This prevents players or basketball out of boundary.
Chunk the moments from shotclock.
chunk_halfcourt does this in preprocessing.py
If the shotclock turns to 24 (shot clock reached) or 0 (resets, e.g. rebound or turnover), or shot clock is None or stopped, we remove them from the moments. Since the behavior of players differs dramatically at these time points.
Chunk moments to just half-court.
chunk_halfcourt in preprocessing.py
Remove all moments that are not contained within a half-court and change the x coordinates to be between 0 and 47 (NBA court is 50x94 feet).
Reorder data reorder_teams in preprocessing.py
Reorder the matrix in moments s.t. the first five players data are always from defending player.

Originally we would like to use the play-by-play data to do the data processing but it turns out the play-by-play data itself is not accurate. For example, In game 0021500196, event 2, 'time_left': [705, 704, 685, 684]}, 'event_str': ['miss', 'rebound', 'miss', 'rebound'],

For 685.0 the shot clock is at 21.77, which at the time the shot was already missed for a while and the defending team got rebound and was already switching to offense. The event miss should have been marked right after 24s shot clock reset. This is resonable to human eyes but would certain affect the model learning.

Features

Besides Cartesian coordiantes for basketball and all the players from the data, we also add Polar coodinates.
The distance of each players to the ball and hoop in polar coordiantes.
Add velocities for both players and basketball (in Cartesian coordinates).

You can check out the details in create_static_features and create_dynamic_features functions form features.py.

Below is an example plot of a game event,

Blue is the defending team, red is the opponent and the green one is the basketball. The arrow indicates the velocity vector for each player. The black circle is the hoop. The smaller the dot is the earlier player is in the sequence

Hidden Structure Learning

Finally we will get into how we want to build the model. It may seem like how we want to approach this i.e. feed the input sequence of data into a LSTM where the label for each current time step is the input of the next time step. However, there are two major issues:

Since we are training on input data that contains multiple agents, we need to consider the order of the input.
A standard one-to-one or many-to-one would not have practical use since in real game we would like to have predictions for next at least several time steps instead of just one prediction at a time.

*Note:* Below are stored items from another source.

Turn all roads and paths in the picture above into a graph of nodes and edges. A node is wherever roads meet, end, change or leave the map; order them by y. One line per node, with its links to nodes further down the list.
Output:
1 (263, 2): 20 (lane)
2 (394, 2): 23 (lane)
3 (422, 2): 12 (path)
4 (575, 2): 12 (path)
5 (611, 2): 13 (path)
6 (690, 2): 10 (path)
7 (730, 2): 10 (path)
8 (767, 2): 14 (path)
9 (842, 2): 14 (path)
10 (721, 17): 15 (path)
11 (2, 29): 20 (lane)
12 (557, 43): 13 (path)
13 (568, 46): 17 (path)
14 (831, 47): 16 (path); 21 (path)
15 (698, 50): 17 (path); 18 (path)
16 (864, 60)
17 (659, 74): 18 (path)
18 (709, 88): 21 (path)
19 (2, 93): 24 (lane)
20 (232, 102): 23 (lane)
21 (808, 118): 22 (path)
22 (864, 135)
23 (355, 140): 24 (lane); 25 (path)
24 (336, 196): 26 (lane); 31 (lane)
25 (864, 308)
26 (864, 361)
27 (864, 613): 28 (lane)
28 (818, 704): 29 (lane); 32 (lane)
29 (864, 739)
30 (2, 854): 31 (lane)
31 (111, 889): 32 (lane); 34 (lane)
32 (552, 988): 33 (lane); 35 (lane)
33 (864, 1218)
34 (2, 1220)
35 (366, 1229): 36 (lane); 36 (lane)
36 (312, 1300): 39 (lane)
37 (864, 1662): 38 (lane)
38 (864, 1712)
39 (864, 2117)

In this section we mainly talk about the first issue. The input data point at each time step looks like, $(p_{1,x}, p_{1,y}, p_{1,vx}, p_{1,vy}, \cdots, p_{2,x}, p_{2,y}, p_{2,vx}, p_{2,vy}, \cdots, p_{10,x}, p_{10,y}, p_{10,vx}, p_{10,vy}, \cdots)$

we are supposed to feed into data that has consistent order to the model, otherwise the model is going to have a hard time to learn anything. This is known as "index free" multi-agent system. How do we define the order then? by their height, weight or their assigned roles e.g. Power-forward or Point-guard? Using the pre-defined roles sounds more reasonable but they may change during the actual game play. So instead of using fixed roles, the team of this paper suggested to learn the hidden states/roles for each players.

Here we will make use of the hmmlearn library (pomegranate looks like a good option too). We train a Hidden Markov model which would predict the hidden state for each time step, this is done by using Baum–Welch algorithm from which we can know the emission probabilities for each hidden roles.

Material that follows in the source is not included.